Bu da yaşam biçimini belirliyor.
O estilo de vida vem com isso.
Ve klasik Damon tarzıyla sinirimi dışa vurdum.
e agi no típico estilo do Damon.
Ya da karısını öldürüp sonra ortadan yok olan James Bond tarzında birisi.
Ou, na verdade, um supervilão no estilo do Blofeld que matou a esposa do Lance e desapareceu.
Castle ve ben de operasyona başlayacağız "Zor Ölüm" tarzında.
O Castle e eu vamos buscar as provas... ao estilo "Duro de Matar".

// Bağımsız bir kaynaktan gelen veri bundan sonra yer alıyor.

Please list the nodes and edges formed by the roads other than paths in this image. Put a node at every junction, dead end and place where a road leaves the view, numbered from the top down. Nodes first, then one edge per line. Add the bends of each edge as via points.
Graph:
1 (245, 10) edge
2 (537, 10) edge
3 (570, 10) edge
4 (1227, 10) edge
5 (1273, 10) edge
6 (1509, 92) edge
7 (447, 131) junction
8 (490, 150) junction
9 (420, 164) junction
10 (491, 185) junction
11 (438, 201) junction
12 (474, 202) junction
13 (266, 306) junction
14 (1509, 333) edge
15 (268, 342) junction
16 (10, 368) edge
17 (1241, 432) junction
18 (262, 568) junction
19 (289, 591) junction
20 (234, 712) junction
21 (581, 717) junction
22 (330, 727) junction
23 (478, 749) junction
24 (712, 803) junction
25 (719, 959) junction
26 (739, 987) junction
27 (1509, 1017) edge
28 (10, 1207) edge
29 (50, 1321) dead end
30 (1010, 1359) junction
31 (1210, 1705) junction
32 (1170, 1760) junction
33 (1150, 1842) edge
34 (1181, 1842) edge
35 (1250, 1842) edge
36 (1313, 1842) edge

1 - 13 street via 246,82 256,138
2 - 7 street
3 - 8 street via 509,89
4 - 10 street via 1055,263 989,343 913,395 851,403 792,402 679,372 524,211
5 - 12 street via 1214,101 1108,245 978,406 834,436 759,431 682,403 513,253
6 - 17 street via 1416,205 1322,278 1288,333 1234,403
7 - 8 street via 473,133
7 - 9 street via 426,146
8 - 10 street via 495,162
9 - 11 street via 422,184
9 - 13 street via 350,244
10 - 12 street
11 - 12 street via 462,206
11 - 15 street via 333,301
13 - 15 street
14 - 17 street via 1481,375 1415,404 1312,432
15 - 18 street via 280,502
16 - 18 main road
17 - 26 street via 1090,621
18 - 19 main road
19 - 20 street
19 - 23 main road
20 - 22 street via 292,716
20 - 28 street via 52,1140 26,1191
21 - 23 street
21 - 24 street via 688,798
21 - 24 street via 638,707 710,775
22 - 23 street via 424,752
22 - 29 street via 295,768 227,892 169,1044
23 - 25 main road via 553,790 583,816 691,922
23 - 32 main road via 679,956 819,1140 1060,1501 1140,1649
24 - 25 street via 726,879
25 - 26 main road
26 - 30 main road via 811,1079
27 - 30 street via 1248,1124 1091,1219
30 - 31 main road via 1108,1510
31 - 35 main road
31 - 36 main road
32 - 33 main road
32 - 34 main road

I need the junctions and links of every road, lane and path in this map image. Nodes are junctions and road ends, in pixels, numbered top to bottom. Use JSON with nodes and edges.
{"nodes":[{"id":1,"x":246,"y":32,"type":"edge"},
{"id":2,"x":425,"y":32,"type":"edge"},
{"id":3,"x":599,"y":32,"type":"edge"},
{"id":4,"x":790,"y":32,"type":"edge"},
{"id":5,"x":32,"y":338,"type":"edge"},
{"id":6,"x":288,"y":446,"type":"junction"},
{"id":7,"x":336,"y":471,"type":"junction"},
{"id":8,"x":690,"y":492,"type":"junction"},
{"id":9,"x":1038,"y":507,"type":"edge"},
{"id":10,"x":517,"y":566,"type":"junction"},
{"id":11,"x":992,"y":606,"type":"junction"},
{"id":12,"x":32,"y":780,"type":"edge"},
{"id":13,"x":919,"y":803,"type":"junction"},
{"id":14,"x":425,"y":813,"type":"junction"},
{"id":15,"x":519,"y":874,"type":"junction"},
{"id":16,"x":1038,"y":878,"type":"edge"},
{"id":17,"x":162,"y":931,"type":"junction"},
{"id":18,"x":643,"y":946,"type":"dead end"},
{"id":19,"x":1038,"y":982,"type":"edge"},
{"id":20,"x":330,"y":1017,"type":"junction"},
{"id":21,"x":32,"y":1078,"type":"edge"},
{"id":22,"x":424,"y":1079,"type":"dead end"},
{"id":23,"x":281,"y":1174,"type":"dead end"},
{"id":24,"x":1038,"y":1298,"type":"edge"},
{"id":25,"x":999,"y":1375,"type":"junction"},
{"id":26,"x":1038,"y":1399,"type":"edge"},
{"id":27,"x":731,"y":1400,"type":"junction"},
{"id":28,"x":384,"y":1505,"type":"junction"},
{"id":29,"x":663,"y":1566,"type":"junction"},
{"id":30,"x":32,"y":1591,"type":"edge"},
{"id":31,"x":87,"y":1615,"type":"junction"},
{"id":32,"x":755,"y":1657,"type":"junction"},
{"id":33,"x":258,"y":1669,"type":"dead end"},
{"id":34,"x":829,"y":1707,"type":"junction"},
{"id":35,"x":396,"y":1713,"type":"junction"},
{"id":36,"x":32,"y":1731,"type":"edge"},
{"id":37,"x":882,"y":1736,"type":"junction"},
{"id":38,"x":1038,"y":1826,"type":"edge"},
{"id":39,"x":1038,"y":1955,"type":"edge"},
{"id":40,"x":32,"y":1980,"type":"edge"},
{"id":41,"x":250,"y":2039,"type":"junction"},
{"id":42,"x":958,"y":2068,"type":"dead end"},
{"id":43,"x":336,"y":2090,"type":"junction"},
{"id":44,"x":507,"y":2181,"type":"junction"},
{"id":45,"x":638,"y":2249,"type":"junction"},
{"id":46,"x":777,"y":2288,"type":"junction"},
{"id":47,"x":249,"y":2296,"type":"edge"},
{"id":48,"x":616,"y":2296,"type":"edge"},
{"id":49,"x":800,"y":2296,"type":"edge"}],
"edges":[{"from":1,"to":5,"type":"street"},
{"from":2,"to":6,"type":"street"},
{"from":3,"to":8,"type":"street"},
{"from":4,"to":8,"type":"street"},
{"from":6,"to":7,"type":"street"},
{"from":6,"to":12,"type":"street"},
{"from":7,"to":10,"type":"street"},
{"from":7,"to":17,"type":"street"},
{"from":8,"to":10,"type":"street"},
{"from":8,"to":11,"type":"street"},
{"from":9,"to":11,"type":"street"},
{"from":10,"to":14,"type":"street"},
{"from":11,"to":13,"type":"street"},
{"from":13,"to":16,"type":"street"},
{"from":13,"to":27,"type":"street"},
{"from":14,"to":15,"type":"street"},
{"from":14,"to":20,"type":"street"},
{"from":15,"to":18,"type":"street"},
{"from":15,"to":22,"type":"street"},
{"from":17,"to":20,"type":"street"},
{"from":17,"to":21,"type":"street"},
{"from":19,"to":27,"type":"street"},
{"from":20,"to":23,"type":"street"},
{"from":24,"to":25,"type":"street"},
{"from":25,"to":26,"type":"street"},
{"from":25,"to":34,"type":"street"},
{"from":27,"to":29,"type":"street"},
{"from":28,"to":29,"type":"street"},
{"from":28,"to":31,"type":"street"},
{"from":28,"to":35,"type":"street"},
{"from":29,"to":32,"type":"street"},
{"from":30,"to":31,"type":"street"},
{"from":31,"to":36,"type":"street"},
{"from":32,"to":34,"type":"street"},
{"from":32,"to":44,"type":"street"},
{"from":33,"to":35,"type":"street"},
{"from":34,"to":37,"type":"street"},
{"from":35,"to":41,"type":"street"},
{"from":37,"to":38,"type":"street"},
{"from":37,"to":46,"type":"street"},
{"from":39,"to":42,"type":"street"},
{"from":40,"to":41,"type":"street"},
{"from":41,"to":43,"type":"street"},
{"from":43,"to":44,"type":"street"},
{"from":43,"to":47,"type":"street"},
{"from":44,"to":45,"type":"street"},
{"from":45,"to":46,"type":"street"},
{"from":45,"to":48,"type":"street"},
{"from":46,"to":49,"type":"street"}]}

Kimse yalnız çalışmayacak. Kovboyluk saçmalığı istemiyorum.
Ninguém trabalha sozinho, e nada ao estilo do velho oeste.
Türünün tek örneği müzisyenlerimiz...
Um estilo de música único...
Emniyet. mafya çatışmasından şüpheleniyor. Dün gece 5 kişi restoranın müdür ofisinde ölü olarak bulundu.
No que os investigadores chamam uma execução ao estilo mafioso, cinco homens foram mortos ontem à noite num escritório por cima deste restaurante.
Her zaman dediğim gibi, madem içinden atacaksın, bari attığın yer şık olsun!
Como costumo dizer, se tem de fazer, faça com estilo!
Tarzına hayranım.
Estava a admirar o teu estilo.
- Gabby'nin yorumladığı Waimanalı Cazı'nı dinleyebilir miyim?
- Podem tocar "Waimanalo Blues"...? - ao estilo do Gabby?
Gerçi nasılsa güneş gözlüğünü kaybettin ve biri artist görünüşünü çaldı.
Mesmo assim... perdeste os óculos de sol e alguém te roubou o estilo.
- Bu senin tarzın değil.
Este não é o seu estilo.
Daha çok yaşam tarzıydı.
Eram mais um estilo de vida real.
Modacı arkadaşlarım vardı.
Tinha amigos com estilo.
O orgdan dolayı hepsi ilahi gibi görünüyor.
Todas elas soam a um estilo de hinos devido ao órgão.
Tarzını kafana takma.
Não te preocupes com o teu estilo.
İnternetten line art çekip kusurları tab ettim.
Retirei algum estilo gráfico da internet e imprimi as imperfeições.
Acılarımıza katlanırız ama. Güçlü olduğumuz veya kişisel tarzımıza sadık kaldığımız için değil.
Mas, nós sofremos através disso, não porque sejamos fortes ou por nos mantermos fiéis, ao nosso estilo.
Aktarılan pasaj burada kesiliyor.